This assignment aims to explore Singapore’s demographic patterns by age groups and by the country’s planning areas in 2019 .
The dataset used is taken from Singapore Residents by Planning Area*, Subzone, Age Group, Sex and Type of Dwelling June 2011-2019 data series published by the Singapore Department of Statistics.
*Planning areas refer to the areas demarcated in the Urban Redevelopment Authority’s Master Plan 2014. 2019 data was used for this data visualisation.
The census contains demographic details of Singapore’s residents (Age Groups, Sex, location and their respective Planning Area, Subzones and Type of Dwellings) and contains approximately 883,728 residents’ details (2011- 2019) in total.
For this purpose of this visualisation, we will look at 2019 dataset and explore:
Currently the dataset is grouped according to these different categories as seen from the table below.
| PA | SZ | AG | Sex | TOD | POP | Time |
|---|---|---|---|---|---|---|
| Ang Mo Kio | Ang Mo Kio Town Centre | 0_to_4 | Males | HDB 1-and 2 Room Flats | 0 | 2011 |
| Ang Mo Kio | Ang Mo Kio Town Centre | 0_to_4 | Males | HDB 3-Room Flats | 10 | 2011 |
1. Dataset consists of data from 2011 to 2019
Filtering of data from 2019 is required for a indepth analysis on 2019 resident’s data
2. Difficulties in aggregating resident’s count according to the residents’ age group and planning areas
The data is currently segmented according to the subzones and the type of dwellings, making it difficult for data aggregation and analysis via age groups and planning areas.

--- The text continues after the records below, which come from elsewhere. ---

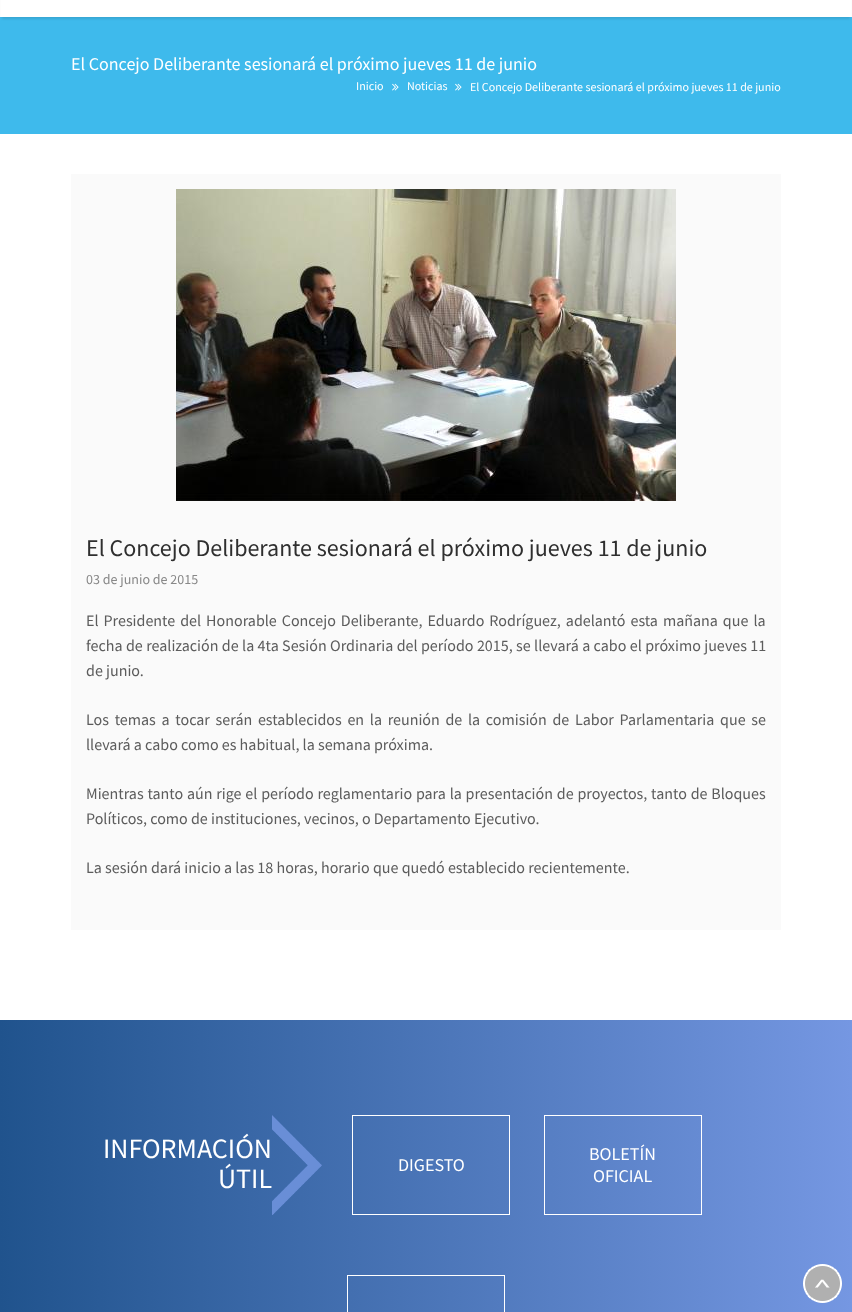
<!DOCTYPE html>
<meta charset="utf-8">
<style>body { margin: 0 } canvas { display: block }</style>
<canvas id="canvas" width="852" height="1312"></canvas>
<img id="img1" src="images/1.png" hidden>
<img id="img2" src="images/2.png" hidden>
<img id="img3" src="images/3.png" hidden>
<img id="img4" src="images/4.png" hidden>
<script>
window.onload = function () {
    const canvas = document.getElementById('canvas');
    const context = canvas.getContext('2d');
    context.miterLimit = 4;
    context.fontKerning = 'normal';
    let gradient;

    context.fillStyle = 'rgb(255, 255, 255)';
    context.fillRect(0, 0, 852, 1312);
    context.fillStyle = 'rgb(62, 186, 236)';
    context.fillRect(0, 17, 852, 117);
    context.fillStyle = 'rgba(0, 0, 0, 0.1)';
    context.filter = 'blur(1px)';
    context.beginPath();
    context.rect(2, -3, 848, 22);
    context.fill();
    context.filter = 'none';
    context.fillStyle = 'rgb(255, 255, 255)';
    context.fillRect(1, 0, 850, 17);
    context.drawImage(document.getElementById('img1'), 392, 83, 7, 8);
    context.drawImage(document.getElementById('img1'), 455, 83, 7, 8);
    context.fillStyle = 'rgb(250, 250, 250)';
    context.fillRect(71, 174, 710, 756);
    context.drawImage(document.getElementById('img2'), 176, 189, 500, 312);
    gradient = context.createLinearGradient(0, 1233, 852, 1233);
    gradient.addColorStop(0, 'rgb(32, 83, 141)');
    gradient.addColorStop(1, 'rgb(117, 151, 226)');
    context.fillStyle = gradient;
    context.fillRect(0, 1020, 852, 292);
    context.drawImage(document.getElementById('img3'), 272, 1115, 50, 100);
    context.strokeStyle = 'rgb(255, 255, 255)';
    context.strokeRect(352.5, 1115.5, 157, 99);
    context.strokeRect(544.5, 1115.5, 157, 99);
    context.strokeRect(347.5, 1275.5, 157, 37);
    context.drawImage(document.getElementById('img4'), 803, 1264, 39, 39);
    context.font = '18px Source Sans Pro';
    context.fillStyle = 'rgb(255, 255, 255)';
    context.fillText('El Concejo Deliberante sesionará el próximo jueves 11 de junio', 71, 70);
    context.font = '12px Source Sans Pro';
    context.fillText('Inicio', 356, 90);
    context.fillText('Noticias', 407, 90);
    context.fillText('El Concejo Deliberante sesionará el próximo jueves 11 de junio', 470, 91);
    context.font = '24px Source Sans Pro';
    context.fillStyle = 'rgb(47, 47, 47)';
    context.fillText('El Concejo Deliberante sesionará el próximo jueves 11 de junio', 86, 556);
    context.font = '14px Source Sans Pro';
    context.fillStyle = 'rgb(136, 136, 136)';
    context.fillText('03 de junio de 2015', 86, 584);
    context.wordSpacing = '1.8px';
    context.font = '16px Source Sans Pro';
    context.fillStyle = 'rgb(92, 92, 92)';
    context.fillText('El Presidente del Honorable Concejo Deliberante, Eduardo Rodríguez, adelantó esta mañana que la', 86, 626);
    context.wordSpacing = '0.2px';
    context.fillText('fecha de realización de la 4ta Sesión Ordinaria del período 2015, se llevará a cabo el próximo jueves 11', 86, 651);
    context.wordSpacing = '0px';
    context.fillText('de junio.', 86, 676);
    context.wordSpacing = '2.5px';
    context.fillText('Los temas a tocar serán establecidos en la reunión de la comisión de Labor Parlamentaria que se', 86, 725);
    context.wordSpacing = '0px';
    context.fillText('llevará a cabo como es habitual, la semana próxima.', 86, 750);
    context.wordSpacing = '0.6px';
    context.fillText('Mientras tanto aún rige el período reglamentario para la presentación de proyectos, tanto de Bloques', 86, 799);
    context.wordSpacing = '0px';
    context.fillText('Políticos, como de instituciones, vecinos, o Departamento Ejecutivo.', 86, 824);
    context.fillText('La sesión dará inicio a las 18 horas, horario que quedó establecido recientemente.', 86, 873);
    context.font = '28px Source Sans Pro';
    context.fillStyle = 'rgb(255, 255, 255)';
    context.fillText('INFORMACIÓN', 103, 1158);
    context.fillText('ÚTIL', 218, 1188);
    context.font = '18px Source Sans Pro';
    context.fillText('DIGESTO', 398, 1171);
    context.fillText('BOLETÍN', 589, 1160);
    context.fillText('OFICIAL', 593, 1182);
};
</script>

Further data wrangling would be required to aggregate and group resident count by Age Group, Planning areas and Gender.
3. Segmenting age groups into different generation groups
The data is currently segmented according to different age groups. However as the purpose of the visualisation is to derive insights and possible actions from population density and population of planning areas, having too granular segmentation of age-groups would hinder instead of drive insights. Hence combining of age groups into different generation groups (e.g. young, young working adults, economic active, retirees, old) is required for a broader view.

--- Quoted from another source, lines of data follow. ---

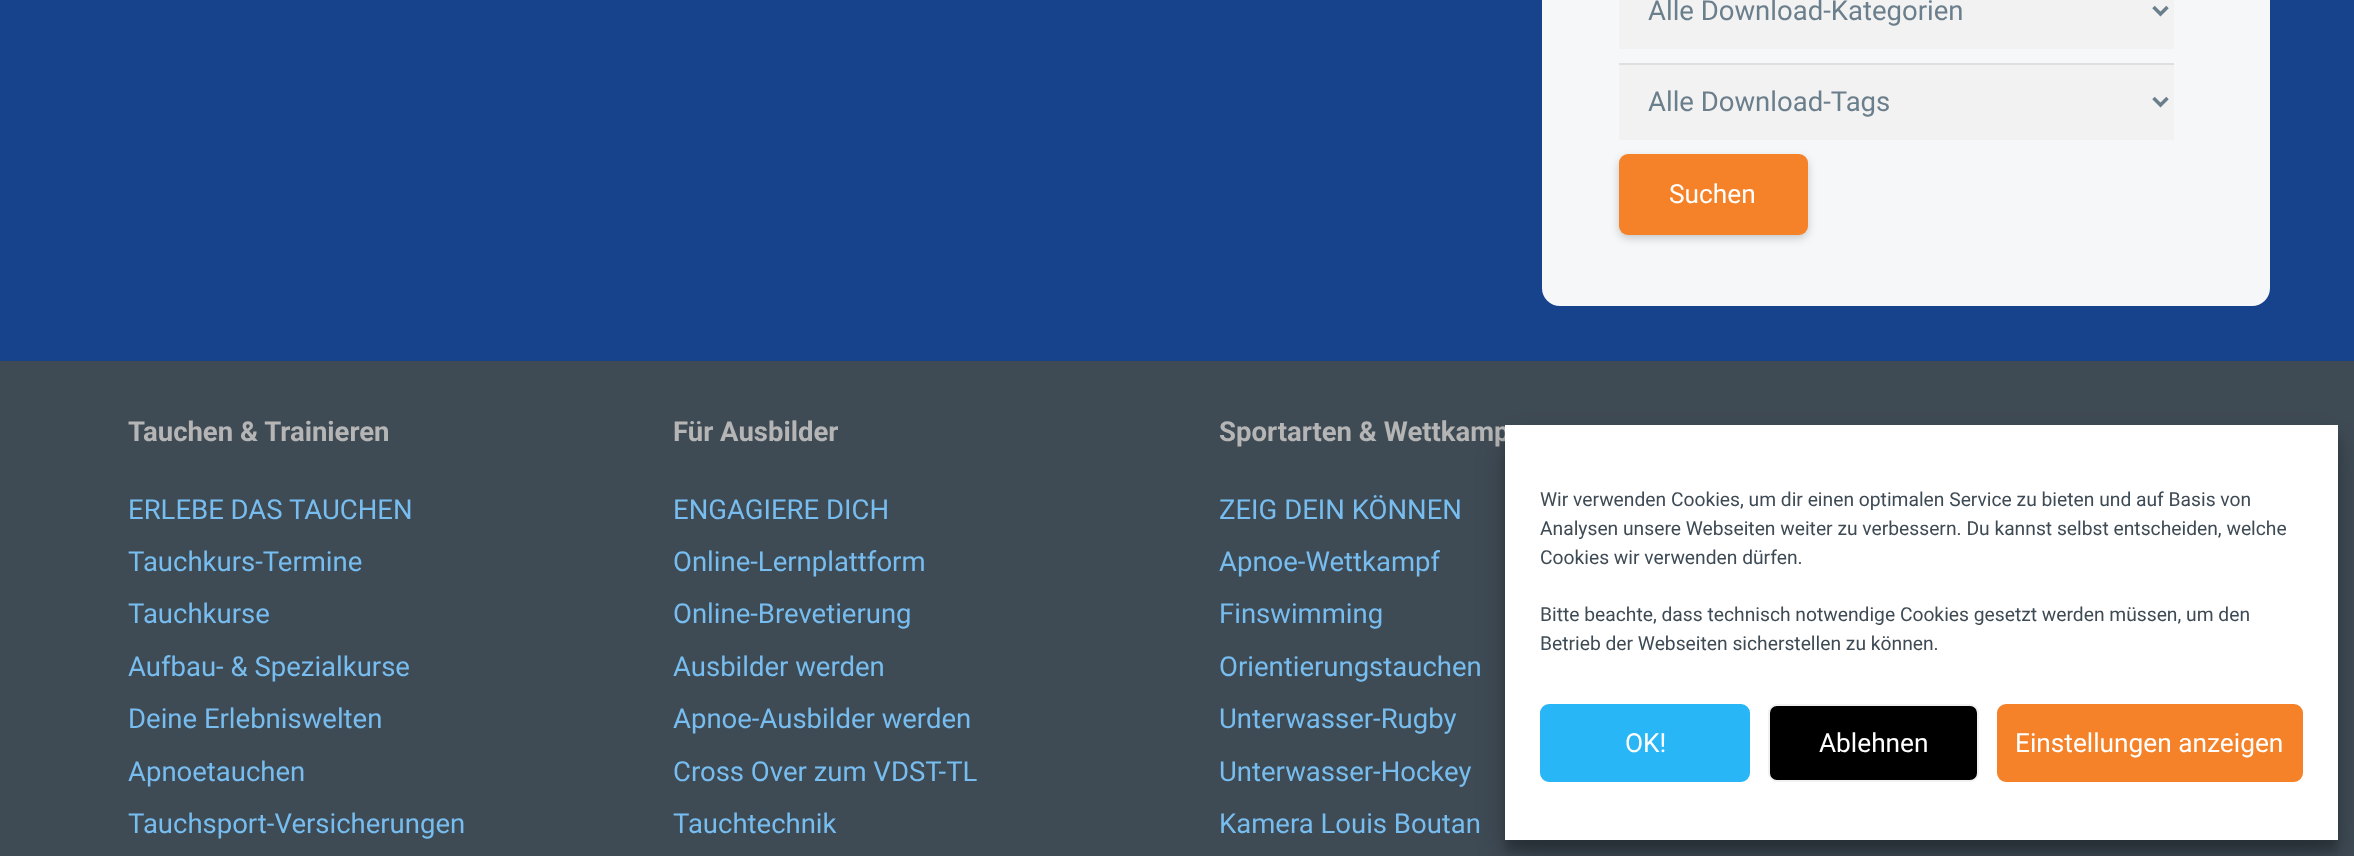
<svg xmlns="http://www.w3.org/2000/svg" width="2354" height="856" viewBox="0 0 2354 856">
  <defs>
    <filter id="blur1" x="-50%" y="-200%" width="200%" height="500%"><feGaussianBlur stdDeviation="4"/></filter>
    <filter id="blur2" x="-50%" y="-200%" width="200%" height="500%"><feGaussianBlur stdDeviation="5"/></filter>
    <filter id="blur3" x="-50%" y="-200%" width="200%" height="500%"><feGaussianBlur stdDeviation="17.5"/></filter>
  </defs>
  <rect width="100%" height="100%" fill="#17428c"/>
  <rect x="1542" y="-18" width="728" height="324" rx="18" fill="#f6f7f9"/>
  <rect x="1619" y="0" width="555" height="49" fill="#f2f2f2"/>
  <path d="M2153.5 7L2160.5 14L2167.5 7" fill="none" stroke="#6b7e8c" stroke-width="3.5"/>
  <text x="1648" y="20" font-family="Roboto" font-size="27.5" fill="#6b7e8c">Alle Download-Kategorien</text>
  <rect x="1619" y="65" width="555" height="75" fill="#f2f2f2"/>
  <rect x="1619" y="63" width="555" height="2" fill="#dfdfdf"/>
  <path d="M2153.5 98L2160.5 105L2167.5 98" fill="none" stroke="#6b7e8c" stroke-width="3.5"/>
  <text x="1648" y="111" font-family="Roboto" font-size="27.5" fill="#6b7e8c">Alle Download-Tags</text>
  <rect x="1619" y="158" width="189" height="80" rx="9" fill="#000000" fill-opacity="0.2" filter="url(#blur1)"/>
  <rect x="1619" y="154" width="189" height="81" rx="9" fill="#f58229"/>
  <text x="1669" y="203" font-family="Roboto" font-size="26.25" fill="#ffffff">Suchen</text>
  <rect x="0" y="361" width="2354" height="495" fill="#3e4a54"/>
  <text x="128" y="441" font-family="Roboto" font-size="27.5" font-weight="bold" fill="#b5b5b5">Tauchen &amp; Trainieren</text>
  <text x="128" y="519" font-family="Roboto" font-size="27.5" fill="#77bdef">ERLEBE DAS TAUCHEN</text>
  <text x="128" y="571" font-family="Roboto" font-size="27.5" fill="#77bdef">Tauchkurs-Termine</text>
  <text x="128" y="623" font-family="Roboto" font-size="27.5" fill="#77bdef">Tauchkurse</text>
  <text x="128" y="676" font-family="Roboto" font-size="27.5" fill="#77bdef">Aufbau- &amp; Spezialkurse</text>
  <text x="128" y="728" font-family="Roboto" font-size="27.5" fill="#77bdef">Deine Erlebniswelten</text>
  <text x="128" y="781" font-family="Roboto" font-size="27.5" fill="#77bdef">Apnoetauchen</text>
  <text x="128" y="833" font-family="Roboto" font-size="27.5" fill="#77bdef">Tauchsport-Versicherungen</text>
  <text x="673" y="441" font-family="Roboto" font-size="27.5" font-weight="bold" fill="#b5b5b5">Für Ausbilder</text>
  <text x="673" y="519" font-family="Roboto" font-size="27.5" fill="#77bdef">ENGAGIERE DICH</text>
  <text x="673" y="571" font-family="Roboto" font-size="27.5" fill="#77bdef">Online-Lernplattform</text>
  <text x="673" y="623" font-family="Roboto" font-size="27.5" fill="#77bdef">Online-Brevetierung</text>
  <text x="673" y="676" font-family="Roboto" font-size="27.5" fill="#77bdef">Ausbilder werden</text>
  <text x="673" y="728" font-family="Roboto" font-size="27.5" fill="#77bdef">Apnoe-Ausbilder werden</text>
  <text x="673" y="781" font-family="Roboto" font-size="27.5" fill="#77bdef">Cross Over zum VDST-TL</text>
  <text x="673" y="833" font-family="Roboto" font-size="27.5" fill="#77bdef">Tauchtechnik</text>
  <text x="1219" y="441" font-family="Roboto" font-size="27.5" font-weight="bold" fill="#b5b5b5">Sportarten &amp; Wettkamp</text>
  <text x="1219" y="519" font-family="Roboto" font-size="27.5" fill="#77bdef">ZEIG DEIN KÖNNEN</text>
  <text x="1219" y="571" font-family="Roboto" font-size="27.5" fill="#77bdef">Apnoe-Wettkampf</text>
  <text x="1219" y="623" font-family="Roboto" font-size="27.5" fill="#77bdef">Finswimming</text>
  <text x="1219" y="676" font-family="Roboto" font-size="27.5" fill="#77bdef">Orientierungstauchen</text>
  <text x="1219" y="728" font-family="Roboto" font-size="27.5" fill="#77bdef">Unterwasser-Rugby</text>
  <text x="1219" y="781" font-family="Roboto" font-size="27.5" fill="#77bdef">Unterwasser-Hockey</text>
  <text x="1219" y="833" font-family="Roboto" font-size="27.5" fill="#77bdef">Kamera Louis Boutan</text>
  <rect x="1505" y="436" width="833" height="415" fill="#000000" fill-opacity="0.23" filter="url(#blur2)"/>
  <rect x="1505" y="443" width="833" height="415" fill="#000000" fill-opacity="0.19" filter="url(#blur3)"/>
  <rect x="1505" y="425" width="833" height="415" fill="#ffffff"/>
  <text x="1540" y="506" font-family="Roboto" font-size="19.25" fill="#3e4a54">Wir verwenden Cookies, um dir einen optimalen Service zu bieten und auf Basis von</text>
  <text x="1540" y="535" font-family="Roboto" font-size="19.25" fill="#3e4a54">Analysen unsere Webseiten weiter zu verbessern. Du kannst selbst entscheiden, welche</text>
  <text x="1540" y="564" font-family="Roboto" font-size="19.25" fill="#3e4a54">Cookies wir verwenden dürfen.</text>
  <text x="1540" y="621" font-family="Roboto" font-size="19.25" fill="#3e4a54">Bitte beachte, dass technisch notwendige Cookies gesetzt werden müssen, um den</text>
  <text x="1540" y="650" font-family="Roboto" font-size="19.25" fill="#3e4a54">Betrieb der Webseiten sicherstellen zu können.</text>
  <rect x="1541" y="705" width="208" height="76" rx="8" fill="#29b6f6" stroke="#29b6f6" stroke-width="2"/>
  <text x="1625" y="752" font-family="Roboto" font-size="26.25" fill="#ffffff">OK!</text>
  <rect x="1769" y="705" width="209" height="76" rx="8" fill="#000000" stroke="#f1f1f1" stroke-width="2"/>
  <text x="1819" y="752" font-family="Roboto" font-size="26.25" fill="#ffffff">Ablehnen</text>
  <rect x="1998" y="705" width="304" height="76" rx="8" fill="#f58229" stroke="#f58229" stroke-width="2"/>
  <text x="2015" y="752" font-family="Roboto" font-size="26.25" fill="#ffffff">Einstellungen anzeigen</text>
</svg>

4. Conflicts between R packages
The original idea was to leverage on the ggpol facet_share function to build a butterfly chart with a shared axis to explore the relationship between planning areas, gender and generation groups. However as the ggtern package used for designing ternary plots also changes the coordinates, it overrides the ggpol package’s functionality, rendering it unusable. Hence the idea was mooted.
library('knitr')
include_graphics("/Users/jayneteo/Dropbox/SMU MITB/Term 2 2020/Visual Analytics/Assignments/Assignment 4/Untitled Notebook (4)/Sketch1.jpg")

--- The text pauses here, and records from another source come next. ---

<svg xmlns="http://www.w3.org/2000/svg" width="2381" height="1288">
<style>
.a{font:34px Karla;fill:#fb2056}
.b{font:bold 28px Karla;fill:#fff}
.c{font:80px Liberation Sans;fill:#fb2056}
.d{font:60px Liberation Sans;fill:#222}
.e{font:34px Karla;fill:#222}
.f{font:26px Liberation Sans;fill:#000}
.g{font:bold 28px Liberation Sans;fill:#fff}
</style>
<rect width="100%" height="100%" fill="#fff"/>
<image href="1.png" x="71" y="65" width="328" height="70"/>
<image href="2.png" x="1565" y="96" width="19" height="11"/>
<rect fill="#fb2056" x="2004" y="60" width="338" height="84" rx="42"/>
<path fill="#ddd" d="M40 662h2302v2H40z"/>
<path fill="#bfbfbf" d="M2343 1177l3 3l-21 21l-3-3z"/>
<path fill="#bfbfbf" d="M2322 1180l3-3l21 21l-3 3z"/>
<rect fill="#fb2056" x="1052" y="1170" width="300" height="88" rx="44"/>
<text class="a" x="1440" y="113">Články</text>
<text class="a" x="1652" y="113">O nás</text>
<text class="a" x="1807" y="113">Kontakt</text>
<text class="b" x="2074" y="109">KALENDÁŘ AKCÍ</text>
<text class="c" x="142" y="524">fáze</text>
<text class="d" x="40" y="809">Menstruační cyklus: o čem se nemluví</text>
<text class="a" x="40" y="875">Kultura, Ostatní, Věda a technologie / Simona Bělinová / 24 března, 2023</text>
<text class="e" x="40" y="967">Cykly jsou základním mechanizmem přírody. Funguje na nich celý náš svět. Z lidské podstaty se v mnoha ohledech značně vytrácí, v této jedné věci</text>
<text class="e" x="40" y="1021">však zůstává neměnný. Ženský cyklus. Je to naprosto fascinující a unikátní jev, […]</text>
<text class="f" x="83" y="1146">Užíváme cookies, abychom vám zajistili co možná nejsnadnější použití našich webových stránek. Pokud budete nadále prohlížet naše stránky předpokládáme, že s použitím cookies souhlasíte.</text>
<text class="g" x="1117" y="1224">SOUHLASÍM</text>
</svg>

include_graphics("/Users/jayneteo/Dropbox/SMU MITB/Term 2 2020/Visual Analytics/Assignments/Assignment 4/Untitled Notebook (4)/Sketch2.jpg")
Given that there are categorical and numeric variables at play:
A butterfly barplot (population pyramid) was plotted to illustrate the distribution of various age groups in Singapore. If a population is a young population, it should mirror the shape of a pyramid
To explore the relationship between Planning areas, Generation Groups and the corresponding Population count, a ranked stacked barplot was plotted
To explore if there are planning areas preferred by Singaporeans, a treemap has been plotted
Lastly, to explore the relationship between generation groups, a ternary plot was plotted
Tidyverse contains a set of essential packages for data wrangling and data visualisation
ggpubr" is an extension of ggplot2 and provides easy-to-use functions for creating and customizing ggplot2 based publication ready plots
Treemap is an extension of ggplot2 and offers great flexibility in drawing treemaps
kableExtra and knitr are a packages that offer flexibility in creating tables
ggtern is an extension of ggplot2 and provides easy to use function for creating ternary plots.
Please do not install or run the ggtern package con-currently as it overrides the ggplot coordinates. Please install / load the ggtern package only at the very last
packages = c('tidyverse','ggpubr','ggthemes', 'treemap','kableExtra','knitr')
for(p in packages){
if(!require(p, character.only = T)){
install.packages(p)
}
library(p, character.only = T)
}
The data is imported using read_csv() function which converts the data into a tibble dataframe.
popdata <- read_csv("/Users/jayneteo/Dropbox/SMU MITB/Term 2 2020/Visual Analytics/Assignments/Assignment 4/Singapore Residents by Planning AreaSubzone Age Group Sex and Type of Dwelling June 20112019/Population2011to2019.csv")
## Parsed with column specification:
## cols(
## PA = col_character(),
## SZ = col_character(),
## AG = col_character(),
## Sex = col_character(),
## TOD = col_character(),
## Pop = col_double(),
## Time = col_double()
## )
The glimpse() and the head() functions were used to understand the characteristic of the dataset.
glimpse(popdata)
## Rows: 883,728
## Columns: 7
## $ PA <chr> "Ang Mo Kio", "Ang Mo Kio", "Ang Mo Kio", "Ang Mo Kio", "Ang Mo …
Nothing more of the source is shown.